Erdoğan rejimi mi Kemalist rejim mi?

Siyasî tartışmalarda zaman zaman hükümeti eleştirmek için ‘Erdoğan rejimi’ tabirinin kullanıldığı görülmekte. Bazı kişi ve çevreler Erdoğan zamanında demokrasinin rafa kaldırıldığını ve ülkede demokrasinin ‘tekrar kurulabilmesi’ için ‘Erdoğan rejimi’nin tasfiye edilmesi gerektiğini öne sürmekte…

‘Erdoğan rejimi’ tabiriyle kastedilen ‘Erdoğan idaresi’ ise, bunda bir mahzur yok. ABD örneğinde Clinton idaresi, Trump idaresi, Biden idaresi tabirleri kullanılmakta ve bununla ABD rejimi değil siyasî liderlerin yönetim dönemi kastedilmekte. Bizde de -ABD’deki kadar yaygın olmamakla beraber- siyasî idarenin iktidarın başıyla isimlendirildiği olmakta; Özal idaresi, Demirel yönetimi gibi. Ancak, ‘Erdoğan rejimi’ ile kastedilen bu değil de tüm parametrelerini Erdoğan’ın belirlediği ve her bakımdan mutlak olarak onun kontrolü altındaki bir rejim ise, durum değişiyor...

Kanaatim odur ki Türkiye’de karma bir rejim mevcut; rejimin demokrat tarafları yanında demokrasiye ters ve aykırı tarafları da var. Şüphesiz, bardağın dolu veya boş olduğunu düşünerek bu duruma sevinebilirsiniz de üzülebilirsiniz de. Bana göre, ülkede ana hatlarıyla işleyen bir demokrasi var, yani demokrasinin sıfırdan kurulması gerekmiyor. Nitekim muhalefetin ısrarla seçimi kazanacağını, böylece Erdoğan’ın demokratik rejimlerde çok istisnai bir ömre ulaşmış olan yirmi yıllık iktidarının sona ereceğini söylemesi ve azalsa da hâlâ erken seçim çağrısı yapması da bu gerçeği kabul ettiğini gösteriyor. Zira demokrasi iktidarın seçimle değiştirilebildiği rejimin adıdır. Bu yüzden, Türkiye’de gözetilmesi gereken siyasî hedef demokrasinin sıfırdan kurulması değil, mevcut rejimin demokratik unsurlarının geliştirilmesi, demokrasiye aykırı yönlerinin ortadan kaldırılması veya törpülenmesidir.

Rejimimiz Erdoğancı olmaktan ziyade Kemalist. Rejimin ana parametrelerini Erdoğan belirlemedi. Hatta Erdoğan rejimin Kemalist karakterinde ancak çok kısmî ve ona yeni bir renk vermeye yetmeyecek değişiklikler yapabildi.
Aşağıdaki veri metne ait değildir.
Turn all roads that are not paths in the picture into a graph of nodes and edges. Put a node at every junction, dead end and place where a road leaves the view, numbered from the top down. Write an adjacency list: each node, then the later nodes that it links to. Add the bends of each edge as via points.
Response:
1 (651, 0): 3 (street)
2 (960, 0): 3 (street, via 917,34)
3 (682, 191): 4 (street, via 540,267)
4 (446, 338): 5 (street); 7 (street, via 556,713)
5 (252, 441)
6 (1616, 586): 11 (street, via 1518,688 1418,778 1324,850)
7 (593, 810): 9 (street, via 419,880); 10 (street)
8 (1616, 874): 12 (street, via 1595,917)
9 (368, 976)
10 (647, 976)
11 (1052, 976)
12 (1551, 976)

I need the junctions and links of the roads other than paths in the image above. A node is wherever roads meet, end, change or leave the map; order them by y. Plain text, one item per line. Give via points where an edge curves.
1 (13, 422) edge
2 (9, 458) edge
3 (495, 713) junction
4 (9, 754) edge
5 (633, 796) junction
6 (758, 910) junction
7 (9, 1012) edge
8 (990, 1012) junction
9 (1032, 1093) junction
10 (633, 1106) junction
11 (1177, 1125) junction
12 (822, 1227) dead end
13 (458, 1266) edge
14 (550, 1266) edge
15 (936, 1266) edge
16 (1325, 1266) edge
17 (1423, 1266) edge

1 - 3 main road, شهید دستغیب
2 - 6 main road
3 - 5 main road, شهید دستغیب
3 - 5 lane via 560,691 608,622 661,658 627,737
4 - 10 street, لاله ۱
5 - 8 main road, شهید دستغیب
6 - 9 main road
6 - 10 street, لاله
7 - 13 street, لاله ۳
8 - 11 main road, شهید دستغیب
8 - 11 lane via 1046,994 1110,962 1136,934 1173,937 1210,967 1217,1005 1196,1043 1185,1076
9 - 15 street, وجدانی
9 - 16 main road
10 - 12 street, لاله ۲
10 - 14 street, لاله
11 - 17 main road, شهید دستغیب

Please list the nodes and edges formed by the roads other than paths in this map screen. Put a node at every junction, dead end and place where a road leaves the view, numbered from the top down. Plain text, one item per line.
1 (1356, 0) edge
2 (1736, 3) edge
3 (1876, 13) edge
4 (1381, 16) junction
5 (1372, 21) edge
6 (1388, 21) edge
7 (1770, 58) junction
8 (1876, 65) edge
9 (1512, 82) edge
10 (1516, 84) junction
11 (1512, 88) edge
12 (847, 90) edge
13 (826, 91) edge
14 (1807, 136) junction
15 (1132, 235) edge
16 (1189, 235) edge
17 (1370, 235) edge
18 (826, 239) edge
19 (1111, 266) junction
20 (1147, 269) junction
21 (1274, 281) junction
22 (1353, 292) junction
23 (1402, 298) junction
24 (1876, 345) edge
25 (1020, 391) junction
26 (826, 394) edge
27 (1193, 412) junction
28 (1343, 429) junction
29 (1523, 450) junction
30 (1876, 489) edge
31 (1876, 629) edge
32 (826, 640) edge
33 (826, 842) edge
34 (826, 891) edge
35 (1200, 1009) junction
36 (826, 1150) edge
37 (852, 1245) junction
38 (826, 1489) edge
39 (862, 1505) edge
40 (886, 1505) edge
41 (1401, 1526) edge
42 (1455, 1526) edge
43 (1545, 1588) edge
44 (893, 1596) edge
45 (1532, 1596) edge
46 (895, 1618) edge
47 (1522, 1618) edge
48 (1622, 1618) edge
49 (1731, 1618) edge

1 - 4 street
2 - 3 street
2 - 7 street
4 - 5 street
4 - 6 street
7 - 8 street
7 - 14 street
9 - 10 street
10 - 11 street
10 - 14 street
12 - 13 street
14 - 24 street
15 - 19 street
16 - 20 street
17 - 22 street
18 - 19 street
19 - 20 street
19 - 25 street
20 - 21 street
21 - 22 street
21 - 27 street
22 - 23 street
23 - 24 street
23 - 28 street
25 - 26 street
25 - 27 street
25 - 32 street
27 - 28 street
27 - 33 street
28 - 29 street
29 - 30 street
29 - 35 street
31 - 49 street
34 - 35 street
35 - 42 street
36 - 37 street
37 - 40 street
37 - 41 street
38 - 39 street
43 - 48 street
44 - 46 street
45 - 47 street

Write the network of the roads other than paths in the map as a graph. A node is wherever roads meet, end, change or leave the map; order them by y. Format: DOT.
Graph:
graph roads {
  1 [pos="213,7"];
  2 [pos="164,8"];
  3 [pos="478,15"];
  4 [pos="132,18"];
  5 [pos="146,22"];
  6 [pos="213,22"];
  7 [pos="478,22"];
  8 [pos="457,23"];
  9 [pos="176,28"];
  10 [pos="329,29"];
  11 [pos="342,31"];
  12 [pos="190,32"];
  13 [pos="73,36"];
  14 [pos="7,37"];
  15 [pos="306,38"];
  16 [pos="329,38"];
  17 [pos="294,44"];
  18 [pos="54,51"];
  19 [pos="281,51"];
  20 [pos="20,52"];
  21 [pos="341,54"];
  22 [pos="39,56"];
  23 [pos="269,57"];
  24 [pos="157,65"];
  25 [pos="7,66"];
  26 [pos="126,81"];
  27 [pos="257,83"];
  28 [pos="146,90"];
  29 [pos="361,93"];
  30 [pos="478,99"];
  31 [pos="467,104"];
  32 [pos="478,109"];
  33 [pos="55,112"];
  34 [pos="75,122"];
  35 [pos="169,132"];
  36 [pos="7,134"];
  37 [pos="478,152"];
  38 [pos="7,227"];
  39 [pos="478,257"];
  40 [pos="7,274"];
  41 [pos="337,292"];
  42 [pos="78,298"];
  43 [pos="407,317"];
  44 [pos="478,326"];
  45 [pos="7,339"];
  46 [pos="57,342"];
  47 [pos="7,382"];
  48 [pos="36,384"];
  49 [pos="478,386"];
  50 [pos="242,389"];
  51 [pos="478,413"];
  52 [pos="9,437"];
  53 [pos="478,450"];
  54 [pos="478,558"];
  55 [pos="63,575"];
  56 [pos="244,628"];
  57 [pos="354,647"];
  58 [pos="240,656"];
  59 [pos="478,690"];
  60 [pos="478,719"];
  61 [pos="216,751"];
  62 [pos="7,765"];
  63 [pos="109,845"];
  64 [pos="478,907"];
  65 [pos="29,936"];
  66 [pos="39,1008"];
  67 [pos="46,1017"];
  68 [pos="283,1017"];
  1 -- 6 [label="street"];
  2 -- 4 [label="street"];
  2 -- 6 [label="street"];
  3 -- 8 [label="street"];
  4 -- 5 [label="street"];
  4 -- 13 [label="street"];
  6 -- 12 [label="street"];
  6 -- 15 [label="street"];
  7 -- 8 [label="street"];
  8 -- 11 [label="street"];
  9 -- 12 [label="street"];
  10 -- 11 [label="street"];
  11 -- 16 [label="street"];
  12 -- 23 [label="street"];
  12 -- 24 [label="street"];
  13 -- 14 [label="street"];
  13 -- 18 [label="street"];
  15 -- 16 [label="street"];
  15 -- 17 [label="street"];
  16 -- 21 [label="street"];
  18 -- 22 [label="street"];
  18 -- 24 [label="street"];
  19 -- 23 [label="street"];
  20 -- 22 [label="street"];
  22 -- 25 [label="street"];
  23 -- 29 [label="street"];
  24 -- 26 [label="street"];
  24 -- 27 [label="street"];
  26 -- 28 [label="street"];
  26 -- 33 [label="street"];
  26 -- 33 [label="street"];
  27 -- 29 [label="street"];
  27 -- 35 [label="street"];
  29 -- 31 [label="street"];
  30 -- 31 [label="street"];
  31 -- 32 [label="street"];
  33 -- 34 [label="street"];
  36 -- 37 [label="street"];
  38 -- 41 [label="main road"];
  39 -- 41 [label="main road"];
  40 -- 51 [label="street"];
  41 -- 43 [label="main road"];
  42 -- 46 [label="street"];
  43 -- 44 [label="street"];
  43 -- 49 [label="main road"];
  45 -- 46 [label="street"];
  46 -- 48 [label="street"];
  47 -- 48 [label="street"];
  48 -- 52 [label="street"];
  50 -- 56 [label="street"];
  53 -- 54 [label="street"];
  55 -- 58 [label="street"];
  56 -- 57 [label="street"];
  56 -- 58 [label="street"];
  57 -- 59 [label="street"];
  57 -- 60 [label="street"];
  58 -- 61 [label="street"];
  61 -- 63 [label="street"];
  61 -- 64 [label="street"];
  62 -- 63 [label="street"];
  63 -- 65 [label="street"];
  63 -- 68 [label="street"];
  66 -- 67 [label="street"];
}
Yirmi yıldır iş başında olan ve belli ölçüde anti Kemalist olarak bilinen bir hükümet döneminde dahi rejimin resmî ideolojisinin Kemalizm olmaya devam etmesi; devletin mutlak kontrolü altındaki mecburî eğitimin ideolojisinin Kemalizm olması; tüm millî törenlerin akıl dışı ve zaman zaman komik bir tavırla kişi kültüne dayandırılması; sosyal hayatın da Kemalizme göre düzenlenmesinin talep edilmesi vb. şeylere bakarak bunu anlayabiliriz. İktidar bu alanlarda demokratikleşmeye yönelik bir hamle yapmadı veya yapamadı. Sadece dindarlara yönelik hak ihlâllerini önemli ölçüde geriletmeyi ve dinî kültürle alâkalı bir-iki dersi orta öğretim müfredatına eklemeyi başarabildi. Bunlar da geri dönüşü olmayan uygulamalar değil; bir iktidar değişikliği durumunda tasfiye edilmeleri gayet muhtemel görünmekte.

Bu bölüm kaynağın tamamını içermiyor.